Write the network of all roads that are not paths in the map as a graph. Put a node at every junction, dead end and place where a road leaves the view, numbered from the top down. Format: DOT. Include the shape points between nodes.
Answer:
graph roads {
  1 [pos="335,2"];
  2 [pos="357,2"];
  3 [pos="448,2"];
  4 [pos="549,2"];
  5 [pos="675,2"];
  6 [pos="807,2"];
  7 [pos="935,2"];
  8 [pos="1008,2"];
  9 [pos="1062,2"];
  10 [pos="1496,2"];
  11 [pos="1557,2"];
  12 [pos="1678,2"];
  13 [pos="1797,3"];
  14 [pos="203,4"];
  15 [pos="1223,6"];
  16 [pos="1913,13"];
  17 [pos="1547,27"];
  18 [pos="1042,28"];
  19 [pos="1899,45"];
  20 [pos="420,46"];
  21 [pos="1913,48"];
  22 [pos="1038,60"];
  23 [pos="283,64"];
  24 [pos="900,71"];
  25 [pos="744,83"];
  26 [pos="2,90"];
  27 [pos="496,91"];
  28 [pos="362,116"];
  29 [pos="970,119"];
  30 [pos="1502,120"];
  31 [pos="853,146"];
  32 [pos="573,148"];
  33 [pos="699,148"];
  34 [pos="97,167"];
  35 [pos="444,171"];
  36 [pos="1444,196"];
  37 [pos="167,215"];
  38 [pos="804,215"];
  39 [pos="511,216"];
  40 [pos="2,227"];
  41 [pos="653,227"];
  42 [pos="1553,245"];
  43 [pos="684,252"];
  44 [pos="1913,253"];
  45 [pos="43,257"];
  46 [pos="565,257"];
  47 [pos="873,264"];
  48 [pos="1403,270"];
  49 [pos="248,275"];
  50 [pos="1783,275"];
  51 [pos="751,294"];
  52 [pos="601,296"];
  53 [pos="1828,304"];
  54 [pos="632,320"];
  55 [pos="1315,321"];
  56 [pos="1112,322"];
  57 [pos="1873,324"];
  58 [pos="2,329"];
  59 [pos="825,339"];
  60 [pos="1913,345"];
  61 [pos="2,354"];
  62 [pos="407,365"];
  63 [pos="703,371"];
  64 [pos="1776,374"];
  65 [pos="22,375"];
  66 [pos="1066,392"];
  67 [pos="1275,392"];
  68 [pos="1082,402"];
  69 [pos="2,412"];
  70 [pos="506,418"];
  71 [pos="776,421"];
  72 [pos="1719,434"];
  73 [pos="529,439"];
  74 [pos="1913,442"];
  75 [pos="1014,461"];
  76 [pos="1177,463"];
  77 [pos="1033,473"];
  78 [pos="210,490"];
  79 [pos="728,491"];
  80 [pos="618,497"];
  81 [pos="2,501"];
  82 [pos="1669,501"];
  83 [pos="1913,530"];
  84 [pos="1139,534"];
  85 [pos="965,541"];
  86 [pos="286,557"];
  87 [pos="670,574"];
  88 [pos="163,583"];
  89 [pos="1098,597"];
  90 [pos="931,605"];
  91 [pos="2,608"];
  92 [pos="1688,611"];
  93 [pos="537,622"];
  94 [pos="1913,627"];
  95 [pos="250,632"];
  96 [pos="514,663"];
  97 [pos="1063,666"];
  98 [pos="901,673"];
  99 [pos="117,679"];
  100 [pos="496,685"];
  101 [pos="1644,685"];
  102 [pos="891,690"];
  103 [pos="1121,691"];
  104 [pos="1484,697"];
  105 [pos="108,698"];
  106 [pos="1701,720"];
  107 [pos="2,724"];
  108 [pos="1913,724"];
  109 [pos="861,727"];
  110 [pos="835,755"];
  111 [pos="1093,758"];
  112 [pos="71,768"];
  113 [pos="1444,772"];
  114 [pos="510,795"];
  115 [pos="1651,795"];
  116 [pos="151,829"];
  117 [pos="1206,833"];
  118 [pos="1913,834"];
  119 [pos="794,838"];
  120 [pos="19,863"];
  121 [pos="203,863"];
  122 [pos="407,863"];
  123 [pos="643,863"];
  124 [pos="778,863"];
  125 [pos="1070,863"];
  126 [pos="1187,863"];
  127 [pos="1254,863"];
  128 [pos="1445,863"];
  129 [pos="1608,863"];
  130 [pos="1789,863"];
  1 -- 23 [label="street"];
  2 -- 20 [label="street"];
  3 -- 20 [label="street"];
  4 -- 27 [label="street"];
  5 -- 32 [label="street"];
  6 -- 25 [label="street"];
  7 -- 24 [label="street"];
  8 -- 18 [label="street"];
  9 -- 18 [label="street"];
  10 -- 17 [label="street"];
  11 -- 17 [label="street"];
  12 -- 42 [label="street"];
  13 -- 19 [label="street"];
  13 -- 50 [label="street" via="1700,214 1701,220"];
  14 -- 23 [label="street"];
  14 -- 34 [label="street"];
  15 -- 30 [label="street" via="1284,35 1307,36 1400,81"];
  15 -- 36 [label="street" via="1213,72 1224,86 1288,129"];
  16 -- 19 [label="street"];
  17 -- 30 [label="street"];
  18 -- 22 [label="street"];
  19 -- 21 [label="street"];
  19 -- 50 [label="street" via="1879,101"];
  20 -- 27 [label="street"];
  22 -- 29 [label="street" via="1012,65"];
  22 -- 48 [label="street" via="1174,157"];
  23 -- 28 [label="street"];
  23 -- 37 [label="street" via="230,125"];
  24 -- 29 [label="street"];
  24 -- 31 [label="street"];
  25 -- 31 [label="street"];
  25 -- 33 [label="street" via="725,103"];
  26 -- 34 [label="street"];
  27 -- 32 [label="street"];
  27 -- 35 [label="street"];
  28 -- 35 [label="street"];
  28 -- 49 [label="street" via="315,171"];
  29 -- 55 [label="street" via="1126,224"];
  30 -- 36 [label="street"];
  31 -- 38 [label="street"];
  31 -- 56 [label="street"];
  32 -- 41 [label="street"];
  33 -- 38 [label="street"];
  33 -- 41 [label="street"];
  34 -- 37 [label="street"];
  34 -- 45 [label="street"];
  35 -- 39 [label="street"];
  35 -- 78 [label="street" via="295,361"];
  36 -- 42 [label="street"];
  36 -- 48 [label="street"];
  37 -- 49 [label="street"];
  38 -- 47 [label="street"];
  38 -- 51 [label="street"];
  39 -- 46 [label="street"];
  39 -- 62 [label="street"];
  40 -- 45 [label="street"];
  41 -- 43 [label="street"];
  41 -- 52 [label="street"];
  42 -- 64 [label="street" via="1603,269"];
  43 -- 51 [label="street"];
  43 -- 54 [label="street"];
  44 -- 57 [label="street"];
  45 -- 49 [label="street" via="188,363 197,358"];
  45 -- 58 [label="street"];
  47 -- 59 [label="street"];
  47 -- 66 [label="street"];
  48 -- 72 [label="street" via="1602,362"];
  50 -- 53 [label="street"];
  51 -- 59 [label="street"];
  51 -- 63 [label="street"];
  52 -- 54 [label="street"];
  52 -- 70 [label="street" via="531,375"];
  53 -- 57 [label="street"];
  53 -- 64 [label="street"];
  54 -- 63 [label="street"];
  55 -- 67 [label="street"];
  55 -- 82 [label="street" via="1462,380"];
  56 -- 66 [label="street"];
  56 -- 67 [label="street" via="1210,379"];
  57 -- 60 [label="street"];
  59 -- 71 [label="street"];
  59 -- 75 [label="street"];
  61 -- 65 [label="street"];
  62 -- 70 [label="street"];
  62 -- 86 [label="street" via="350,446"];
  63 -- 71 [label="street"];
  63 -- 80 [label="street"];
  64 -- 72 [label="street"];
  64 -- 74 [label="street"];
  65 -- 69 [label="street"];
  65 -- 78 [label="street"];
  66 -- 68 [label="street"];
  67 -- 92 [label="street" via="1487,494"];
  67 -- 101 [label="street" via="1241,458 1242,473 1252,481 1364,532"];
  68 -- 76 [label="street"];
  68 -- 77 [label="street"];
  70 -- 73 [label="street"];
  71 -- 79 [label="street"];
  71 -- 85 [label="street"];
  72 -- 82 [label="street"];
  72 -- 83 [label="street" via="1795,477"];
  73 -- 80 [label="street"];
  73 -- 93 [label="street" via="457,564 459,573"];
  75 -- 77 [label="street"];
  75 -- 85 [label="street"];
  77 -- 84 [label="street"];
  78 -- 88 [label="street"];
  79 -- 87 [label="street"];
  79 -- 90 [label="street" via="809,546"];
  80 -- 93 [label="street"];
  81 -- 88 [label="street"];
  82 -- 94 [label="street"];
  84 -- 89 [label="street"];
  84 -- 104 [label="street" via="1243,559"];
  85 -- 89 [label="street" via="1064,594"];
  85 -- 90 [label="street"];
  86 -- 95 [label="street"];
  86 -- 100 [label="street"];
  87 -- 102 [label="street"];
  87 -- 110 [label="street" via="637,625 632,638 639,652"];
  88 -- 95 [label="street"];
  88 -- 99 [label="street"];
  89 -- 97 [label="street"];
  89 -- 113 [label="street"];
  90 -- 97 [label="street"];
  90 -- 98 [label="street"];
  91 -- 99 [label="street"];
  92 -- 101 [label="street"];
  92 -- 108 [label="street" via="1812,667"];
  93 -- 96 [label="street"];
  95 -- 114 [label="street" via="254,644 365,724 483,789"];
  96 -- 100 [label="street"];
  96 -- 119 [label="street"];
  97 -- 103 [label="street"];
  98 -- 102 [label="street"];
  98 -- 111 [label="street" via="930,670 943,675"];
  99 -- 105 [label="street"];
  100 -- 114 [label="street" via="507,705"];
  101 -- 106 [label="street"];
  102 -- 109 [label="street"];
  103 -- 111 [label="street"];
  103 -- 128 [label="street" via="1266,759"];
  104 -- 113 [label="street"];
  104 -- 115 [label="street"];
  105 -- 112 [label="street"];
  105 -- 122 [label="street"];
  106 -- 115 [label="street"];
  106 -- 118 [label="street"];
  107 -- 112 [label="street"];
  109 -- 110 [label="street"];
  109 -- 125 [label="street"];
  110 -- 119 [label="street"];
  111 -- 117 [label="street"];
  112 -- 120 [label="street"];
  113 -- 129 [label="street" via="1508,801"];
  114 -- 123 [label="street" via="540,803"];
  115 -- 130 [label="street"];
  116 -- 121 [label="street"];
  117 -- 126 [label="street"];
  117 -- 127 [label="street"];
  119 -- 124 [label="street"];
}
——
» Task prompt:
All lines in the entries above that include "graph" should be found and copied.

» Answer area:
Write the network of all roads that are not paths in the map as a graph. Put a node at every junction, dead end and place where a road leaves the view, numbered from the top down. Format: DOT. Include the shape points between nodes.
graph roads {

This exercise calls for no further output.